Front Camera: Though they’re most often not nearly as beefed up in features and quality as the rear cameras, don’t forget about the front one if you snap lots of selfies and livestreams. A front cam’s megapixel count is most commonly under 32MP, but can stretch up to 64 and even beyond, like Samsung’s insane 200MP.
Other: Don’t forget about things like digital image stabilization, which lets you take a clear photo even with shaky hands, and Night Mode for shoots after the sun goes down. For photographers who do lots of post-production editing in photo software, having a phone that shoots in RAW format is beneficial to really capture every little detail (but takes up way more storage space). If you’re not a pro, no worries – most phones nowadays have editing software with plenty of features built right in.
1. iPhone 12 Pro Max
The imaging performance is outstanding here, shooting crisp and beautiful photos in Smart HDR 3, with a built-in LIDAR scanner and depth control on the Super Retina XDR Display.
This houses three 12MP sensor cameras in back: Ultra Wide, Wide and Telephoto, with a 5x optical zoom and one of the best Night Modes we tried, especially in Portrait.
Auto-focus is instant, and this stabilizes the camera’s sensor instead of the lens. Videos look gorgeous too, in 4K Dolby Vision HDR up to 60 fps.
2. Samsung Galaxy S21 Ultra
Samsung’s S21 Ultra has superb image quality, with a 64MP high-res multi-lens camera and a 1.33″ 12MP sensor.
This had a smooth user interface that’s easy for beginners and has all the tools a professional needs. Their Space Zoom gets in tight, up to 30x, with a 100x Tele-zoom, and Optical Image Stabilization that kicks in immediately. Dynamic range is detailed here, capturing the right ratios of light and dark in the frame.

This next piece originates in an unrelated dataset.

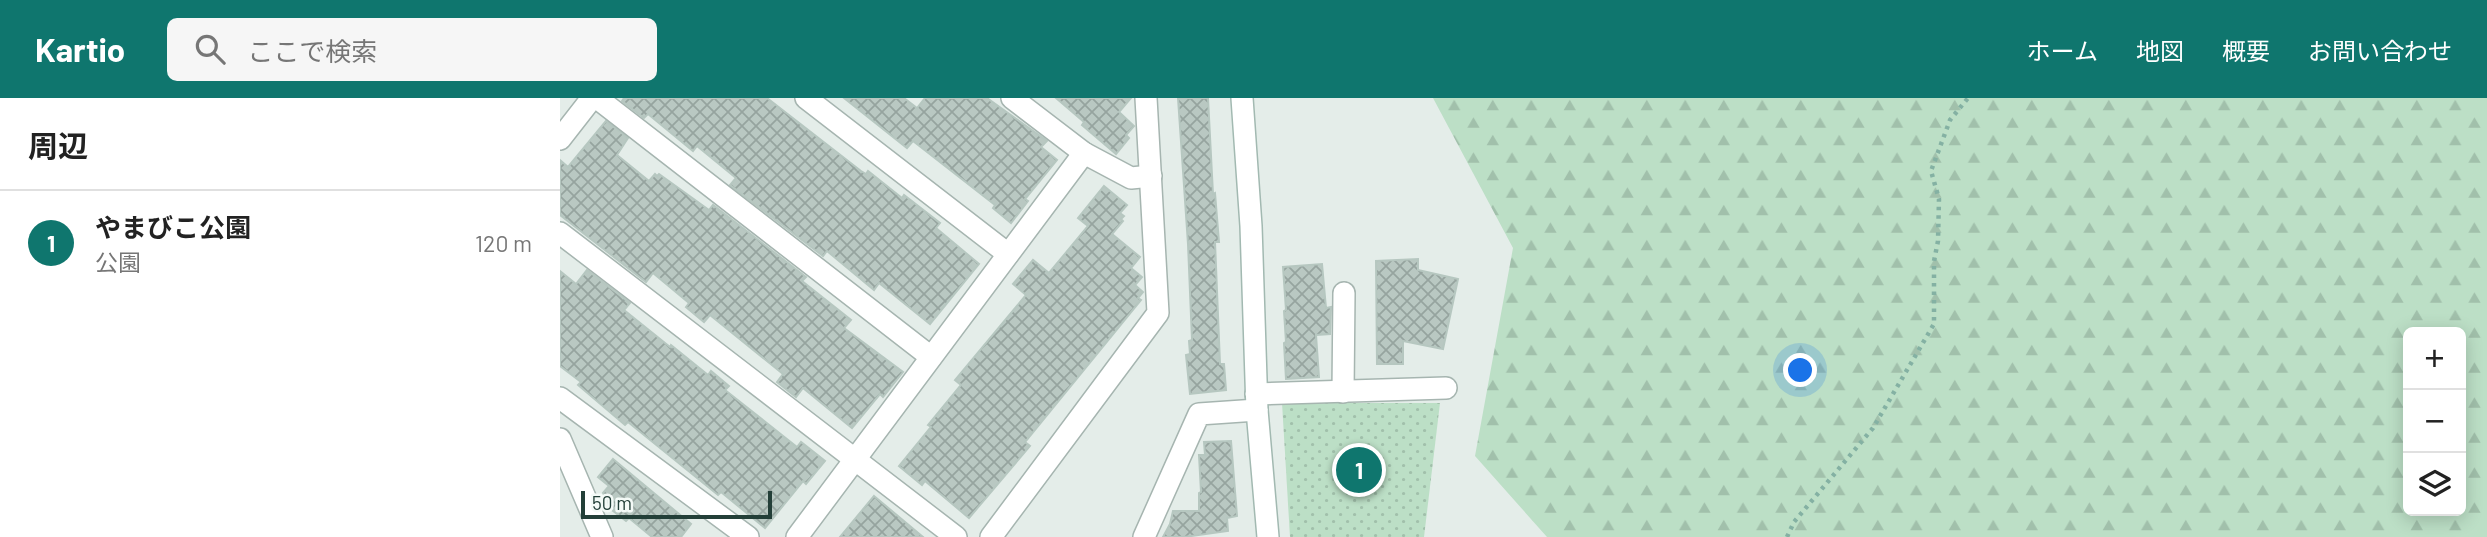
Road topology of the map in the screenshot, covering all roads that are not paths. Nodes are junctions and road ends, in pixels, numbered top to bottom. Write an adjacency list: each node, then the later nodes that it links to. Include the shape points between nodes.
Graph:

Video is shot in stunning 8K, 4320p up to 60fps, with stability that compensates for shaky conditions like shooting photos from a car or bus.
3. OnePlus 9 Pro
Co-designed by Swedish camera manufacturer Hasselblad, the Quad Camera System on this beast boasts a 48MP main camera, 50MP Ultra-Wide camera, 8MP telephoto camera, and 2MP monochrome lens. Photo quality was not an afterthought when it came to creating this smartphone.
Fueled by the Qualcomm Snapdragon 888, this is perfect for photographers snapping action pics, taking un-blurry photos with a smooth and fast interface on the 6.7″ QHD+ display.
Charging is super-fast too at 65W wired, sometimes getting a full battery in as little as 15 minutes. Everything is packaged into a slim and sleek unit with the classic Hasselblad logo printed on the shell.
4. Google Pixel 5
Just like its predecessor, the Pixel 5 still excels in camera quality and ease of use.
Night Sight makes shooting in the dark simple and clear, and Portrait Light shines studio quality conditions on your subjects. The Ultra-Wide lens is also great for fitting everything into frame, whether landscapes or group photos.
The display is fluid and smooth, plus battery life in this was also noteworthy, lasting up to 48 hours thanks to the Extreme Battery Saver.
Google’s phones are compatible with multiple carriers and work worldwide, making this a great phone for travel photographers too.
5. Moto G stylus
Want something that’s wallet-friendly and easy to use? We like this phone from Motorola.
The 48MP triple-camera system takes sharp and colorful shots in all light conditions thanks to the Quad Pixel tech, and auto-focus calibrates nicely fast.
A stylus is included for pinpoint precision when writing, drawing, or editing, and the 4000mAh battery can last a whole two days on a single charge. It’s a durable phone that can hold up to a few nicks and knocks without worry too.